THE TASK → Below are records; count how many of their lines contain the string "Shyamoli", and give only that number.

RECORDS FOR THE EXERCISE →
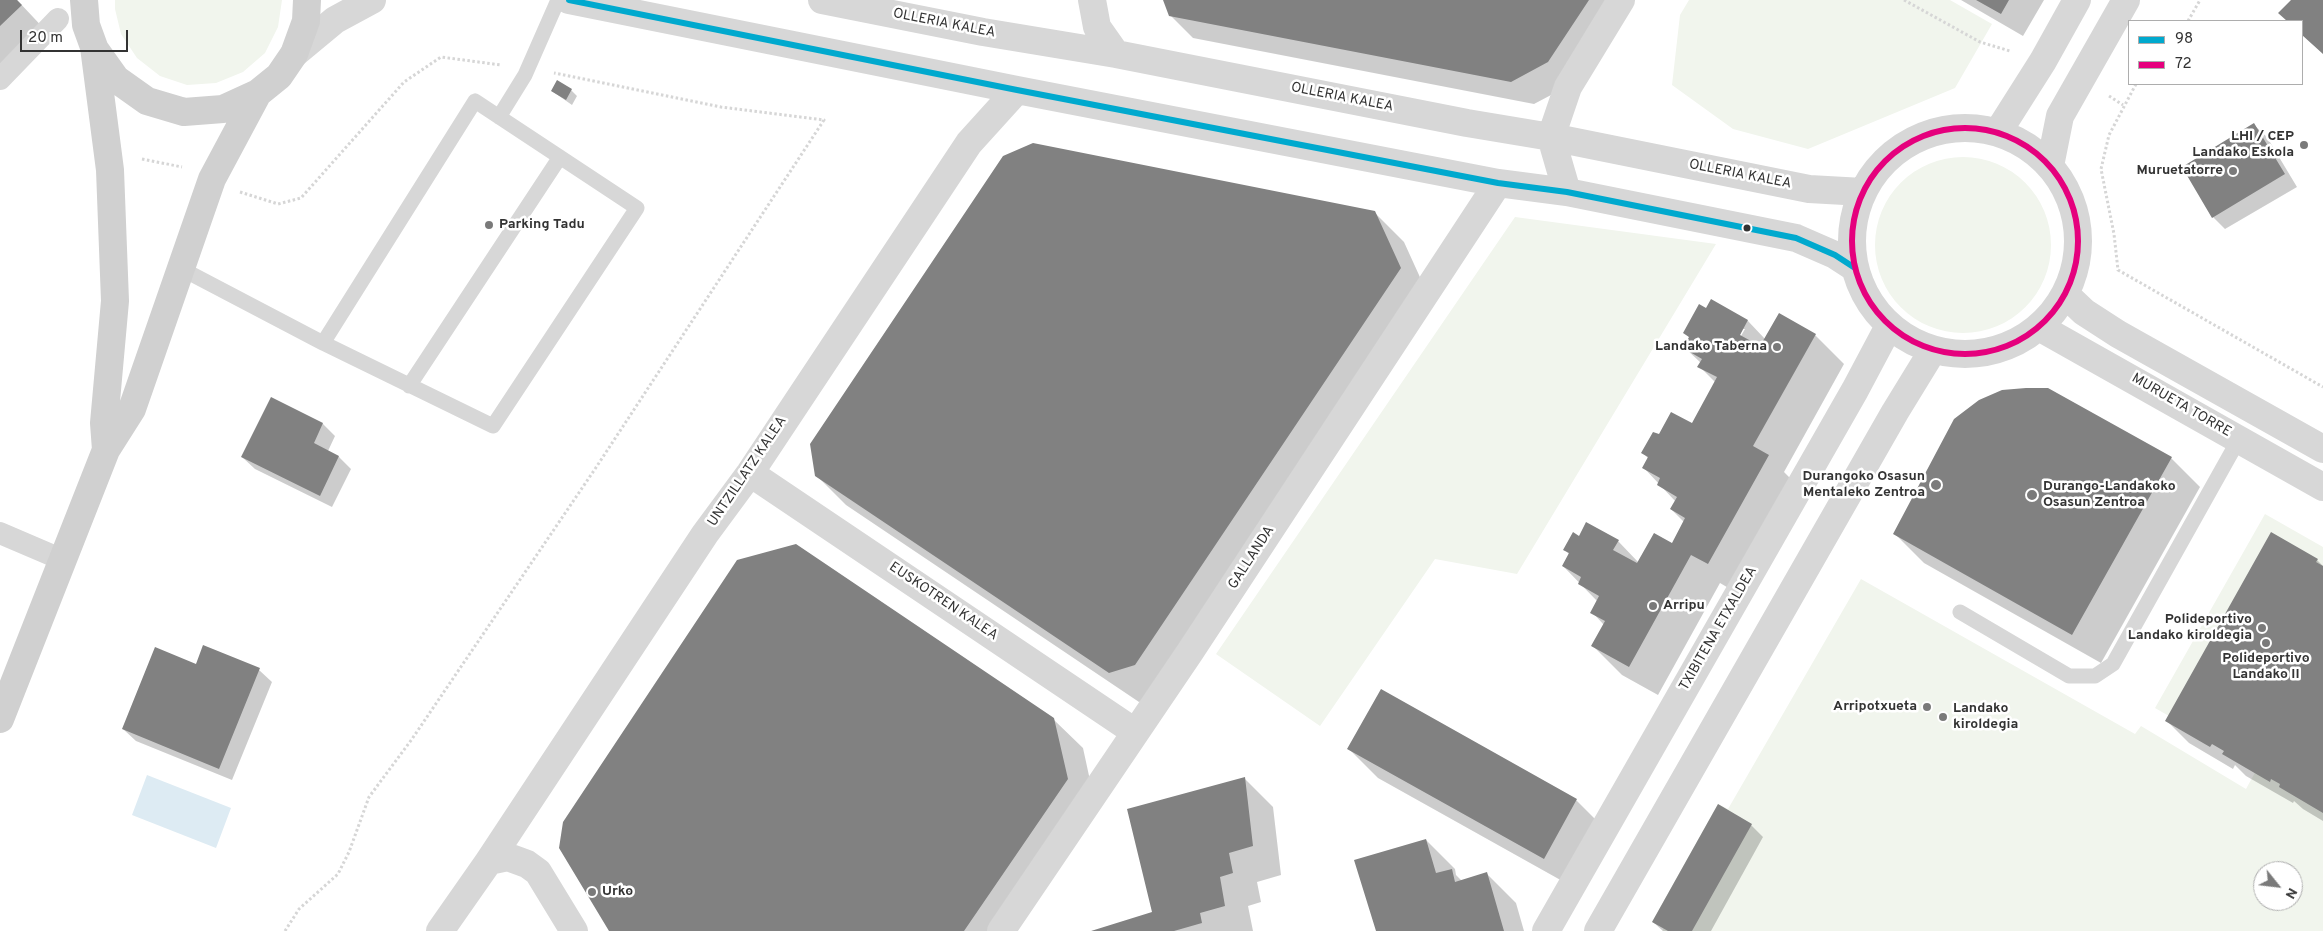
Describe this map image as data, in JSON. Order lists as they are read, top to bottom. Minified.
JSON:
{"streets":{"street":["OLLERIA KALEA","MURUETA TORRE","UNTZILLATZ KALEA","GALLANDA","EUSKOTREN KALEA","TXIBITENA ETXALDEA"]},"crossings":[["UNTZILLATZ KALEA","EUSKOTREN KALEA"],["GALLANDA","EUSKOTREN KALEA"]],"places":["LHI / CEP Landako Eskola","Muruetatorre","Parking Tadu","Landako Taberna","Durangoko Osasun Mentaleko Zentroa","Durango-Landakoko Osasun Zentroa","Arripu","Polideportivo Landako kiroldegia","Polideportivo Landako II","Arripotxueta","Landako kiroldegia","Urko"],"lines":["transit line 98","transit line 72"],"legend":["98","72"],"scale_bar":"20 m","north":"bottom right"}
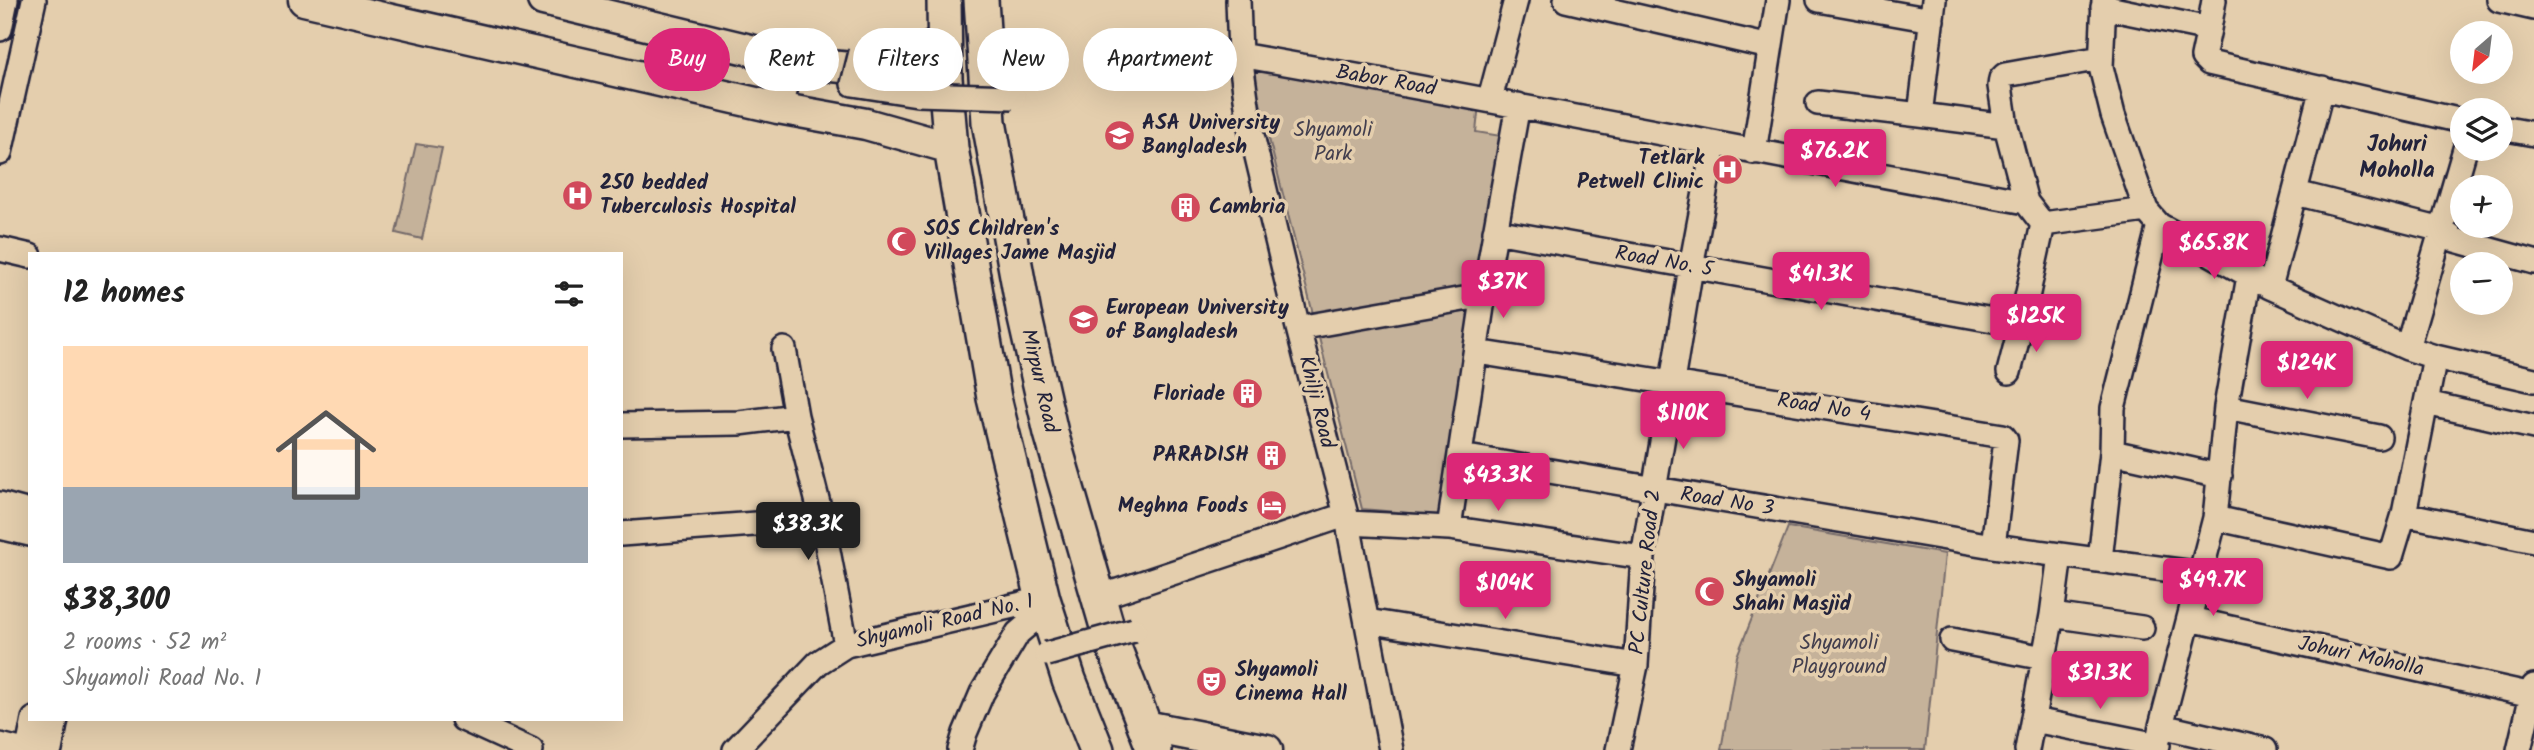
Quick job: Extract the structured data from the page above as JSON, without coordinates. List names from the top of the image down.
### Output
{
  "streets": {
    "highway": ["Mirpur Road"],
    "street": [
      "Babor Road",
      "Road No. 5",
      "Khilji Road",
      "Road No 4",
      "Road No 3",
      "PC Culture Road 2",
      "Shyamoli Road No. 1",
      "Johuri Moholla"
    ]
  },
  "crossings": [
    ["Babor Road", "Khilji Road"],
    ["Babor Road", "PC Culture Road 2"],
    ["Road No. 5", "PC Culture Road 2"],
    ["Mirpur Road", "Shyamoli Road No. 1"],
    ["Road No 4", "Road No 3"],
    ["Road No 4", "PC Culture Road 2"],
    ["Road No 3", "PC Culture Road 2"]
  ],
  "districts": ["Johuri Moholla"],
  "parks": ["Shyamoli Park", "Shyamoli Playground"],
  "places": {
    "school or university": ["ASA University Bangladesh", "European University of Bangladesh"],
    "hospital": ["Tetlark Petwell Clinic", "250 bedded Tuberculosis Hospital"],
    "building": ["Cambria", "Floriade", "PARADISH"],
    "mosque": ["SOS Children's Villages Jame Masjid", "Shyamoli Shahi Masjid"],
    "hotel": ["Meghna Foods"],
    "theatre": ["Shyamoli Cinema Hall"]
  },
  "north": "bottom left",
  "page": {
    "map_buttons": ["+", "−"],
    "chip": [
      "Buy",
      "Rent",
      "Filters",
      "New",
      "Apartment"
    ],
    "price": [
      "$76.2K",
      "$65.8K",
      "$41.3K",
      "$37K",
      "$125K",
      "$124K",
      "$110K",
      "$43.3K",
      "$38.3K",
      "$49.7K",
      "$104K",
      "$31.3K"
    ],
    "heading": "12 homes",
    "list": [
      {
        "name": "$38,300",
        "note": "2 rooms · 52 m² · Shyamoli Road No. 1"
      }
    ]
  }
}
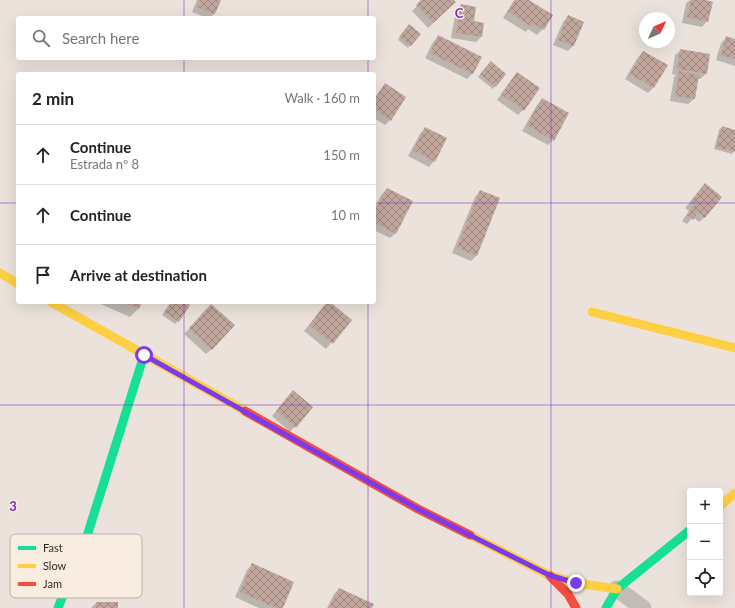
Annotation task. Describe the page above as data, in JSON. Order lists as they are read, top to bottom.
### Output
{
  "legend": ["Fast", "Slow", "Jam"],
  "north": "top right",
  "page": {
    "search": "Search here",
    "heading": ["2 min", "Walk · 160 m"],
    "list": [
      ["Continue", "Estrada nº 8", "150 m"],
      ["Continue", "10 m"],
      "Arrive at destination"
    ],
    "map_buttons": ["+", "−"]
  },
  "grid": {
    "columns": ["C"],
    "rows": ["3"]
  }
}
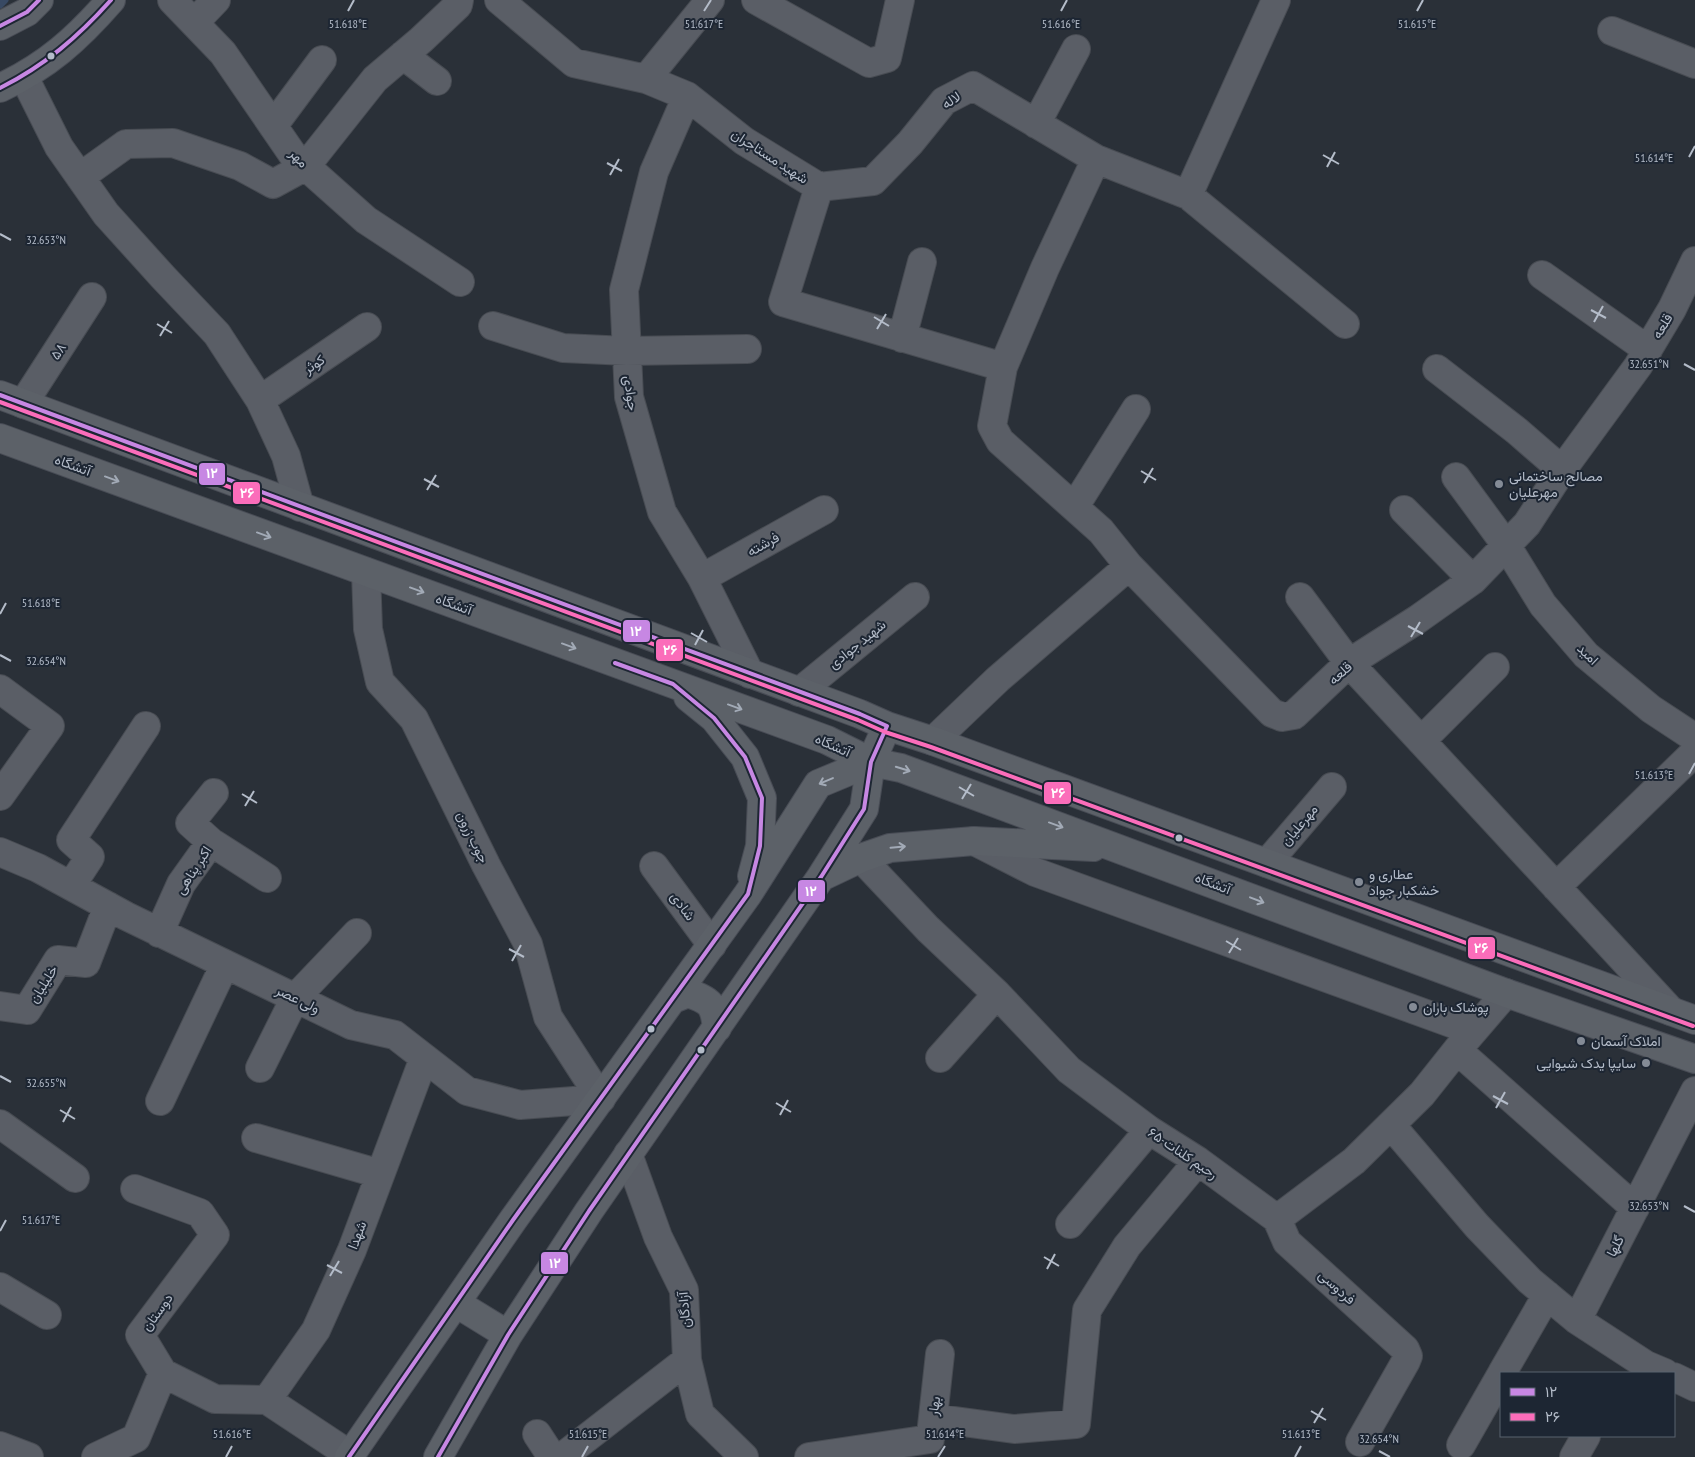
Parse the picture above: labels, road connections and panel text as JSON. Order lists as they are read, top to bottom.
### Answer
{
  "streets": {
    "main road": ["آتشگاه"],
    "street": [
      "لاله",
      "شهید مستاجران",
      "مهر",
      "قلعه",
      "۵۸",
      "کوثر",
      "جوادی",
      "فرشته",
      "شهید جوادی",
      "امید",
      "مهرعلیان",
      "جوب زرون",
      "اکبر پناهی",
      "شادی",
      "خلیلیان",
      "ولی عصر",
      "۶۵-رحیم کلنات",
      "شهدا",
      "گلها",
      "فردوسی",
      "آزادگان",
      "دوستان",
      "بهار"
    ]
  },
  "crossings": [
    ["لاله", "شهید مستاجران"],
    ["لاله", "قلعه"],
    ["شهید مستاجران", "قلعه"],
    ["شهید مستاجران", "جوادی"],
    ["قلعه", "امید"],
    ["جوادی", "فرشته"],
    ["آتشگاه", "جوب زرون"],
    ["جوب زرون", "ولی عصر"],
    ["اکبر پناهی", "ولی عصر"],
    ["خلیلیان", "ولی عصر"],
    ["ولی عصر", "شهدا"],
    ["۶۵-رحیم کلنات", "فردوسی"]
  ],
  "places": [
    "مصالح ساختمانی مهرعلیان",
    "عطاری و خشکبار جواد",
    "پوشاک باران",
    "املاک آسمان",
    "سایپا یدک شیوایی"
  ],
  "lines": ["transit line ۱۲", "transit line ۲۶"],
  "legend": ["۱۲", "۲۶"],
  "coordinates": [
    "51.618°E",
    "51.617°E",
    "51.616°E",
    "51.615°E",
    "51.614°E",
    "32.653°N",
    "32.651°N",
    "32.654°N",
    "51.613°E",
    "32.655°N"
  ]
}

WRITTEN SOLUTION → 6